Label consistent transform learning for pattern classification

Abstract

Transform learning has been successfully applied to various image processing tasks in recent years. Nevertheless, transform learning learns the representation in an unsupervised fashion. To make transform learning suitable for pattern classification, we introduce a label consistency constraint into transform learning and propose a new label consistent transform learning to enhance the classification performance of transform learning.
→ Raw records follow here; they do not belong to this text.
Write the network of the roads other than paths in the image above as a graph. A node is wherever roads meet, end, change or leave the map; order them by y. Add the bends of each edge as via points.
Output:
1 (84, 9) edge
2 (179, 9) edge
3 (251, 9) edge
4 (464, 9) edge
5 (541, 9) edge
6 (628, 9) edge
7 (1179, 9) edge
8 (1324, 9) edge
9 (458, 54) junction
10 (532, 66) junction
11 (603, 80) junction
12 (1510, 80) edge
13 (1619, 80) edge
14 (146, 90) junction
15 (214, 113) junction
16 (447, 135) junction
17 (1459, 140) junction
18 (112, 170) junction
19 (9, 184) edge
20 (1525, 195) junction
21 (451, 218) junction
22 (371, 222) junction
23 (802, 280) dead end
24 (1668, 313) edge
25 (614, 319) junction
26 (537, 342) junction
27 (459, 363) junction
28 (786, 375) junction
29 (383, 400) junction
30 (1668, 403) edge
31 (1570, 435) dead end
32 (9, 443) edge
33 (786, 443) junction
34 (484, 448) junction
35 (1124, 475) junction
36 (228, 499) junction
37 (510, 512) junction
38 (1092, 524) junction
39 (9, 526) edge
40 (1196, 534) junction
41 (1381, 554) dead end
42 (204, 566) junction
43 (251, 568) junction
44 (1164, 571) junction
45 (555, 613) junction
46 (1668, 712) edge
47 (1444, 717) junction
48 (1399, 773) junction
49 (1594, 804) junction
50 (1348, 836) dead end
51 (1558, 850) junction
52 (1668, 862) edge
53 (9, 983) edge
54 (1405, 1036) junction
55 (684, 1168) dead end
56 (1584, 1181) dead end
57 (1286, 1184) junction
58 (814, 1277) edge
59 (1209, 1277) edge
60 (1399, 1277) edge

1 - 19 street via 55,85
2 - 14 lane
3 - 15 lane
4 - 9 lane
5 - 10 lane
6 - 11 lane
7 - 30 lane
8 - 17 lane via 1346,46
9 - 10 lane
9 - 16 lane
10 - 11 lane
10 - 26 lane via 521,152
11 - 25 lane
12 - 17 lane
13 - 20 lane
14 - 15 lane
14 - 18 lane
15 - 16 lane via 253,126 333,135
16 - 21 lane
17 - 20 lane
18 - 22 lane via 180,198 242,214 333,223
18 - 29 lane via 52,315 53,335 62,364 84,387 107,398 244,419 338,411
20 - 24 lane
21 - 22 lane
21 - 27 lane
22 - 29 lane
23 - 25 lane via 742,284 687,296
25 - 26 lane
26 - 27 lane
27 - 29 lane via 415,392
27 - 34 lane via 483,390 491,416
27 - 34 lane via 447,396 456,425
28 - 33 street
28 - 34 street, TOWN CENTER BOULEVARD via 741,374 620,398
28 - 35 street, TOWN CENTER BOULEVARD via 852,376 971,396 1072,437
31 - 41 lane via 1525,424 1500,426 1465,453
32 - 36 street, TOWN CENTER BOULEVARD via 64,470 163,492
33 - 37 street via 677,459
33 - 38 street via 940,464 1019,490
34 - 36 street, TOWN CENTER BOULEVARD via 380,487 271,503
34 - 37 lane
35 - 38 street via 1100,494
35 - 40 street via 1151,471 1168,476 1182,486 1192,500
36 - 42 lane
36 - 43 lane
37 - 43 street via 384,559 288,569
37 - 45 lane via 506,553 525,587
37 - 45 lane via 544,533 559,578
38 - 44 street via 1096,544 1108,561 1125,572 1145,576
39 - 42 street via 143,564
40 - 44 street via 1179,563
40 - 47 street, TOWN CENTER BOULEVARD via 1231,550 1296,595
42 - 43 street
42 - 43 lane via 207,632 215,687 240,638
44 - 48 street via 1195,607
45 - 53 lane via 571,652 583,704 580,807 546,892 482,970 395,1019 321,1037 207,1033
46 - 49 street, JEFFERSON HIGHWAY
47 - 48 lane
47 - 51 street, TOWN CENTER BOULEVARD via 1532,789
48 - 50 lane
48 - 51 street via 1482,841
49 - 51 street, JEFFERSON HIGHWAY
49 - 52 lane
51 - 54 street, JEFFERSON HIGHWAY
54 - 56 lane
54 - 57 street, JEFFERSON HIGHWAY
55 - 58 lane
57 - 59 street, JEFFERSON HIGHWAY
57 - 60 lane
The resulting optimization problem can be solved elegantly by employing the alternative strategy. Experimental results on publicly available databases demonstrate that label consistent transform learning outperforms several dictionary learning approaches and the recently proposed discriminative transform learning. More importantly, label consistent transform learning has the least training time which has the potential in practical applications.

Keywords

Transform learning dictionary learning label consistent pattern classification

Introduction

Recent years have witnessed increasing interest in the study of dictionary learning (DL) in various domains, such as face recognition,¹ image fusion,² and person re-identification.³ DL can be divided into two different types, i.e. synthesis dictionary learning (SDL) and analysis dictionary learning (ADL), according to how to encode the input data. SDL aims to learn a dictionary by which the input data can be reconstructed through the linear combination of atoms in the dictionary. The most classic SDL approach is the K-SVD algorithm⁴ which has been successfully applied to image compression and denoising. However, K-SVD mainly focuses on the representational ability of the dictionary without considering its capability for classification. To address this problem, Zhang and Li⁵ proposed a discriminative K-SVD (D-KSVD) method by introducing the classification error into the framework of K-SVD. Jiang et al.⁶ further incorporated a label consistency constraint into K-SVD and presented a label consistent K-SVD (LC-KSVD) algorithm. Yang et al.⁷ developed a Fisher discrimination dictionary learning method which imposes the Fisher discrimination criterion on the coding coefficients. Wang D and Kong⁸ presented an SDL approach called COPAR which explicitly learns the shared patterns and the class-specific dictionaries. Li et al.⁹ proposed a locality constrained and label embedding dictionary learning algorithm to take the locality and label information of atoms into account. Many SDL employs ℓ₀/ℓ₁ norm to promote sparsity of the coding, which will lead to high computational complexity. To alleviate this problem, Zhao et al.¹⁰ designed an orthogonal collaborative dictionary learning method which can derive analytical solutions for both code learning and dictionary updating.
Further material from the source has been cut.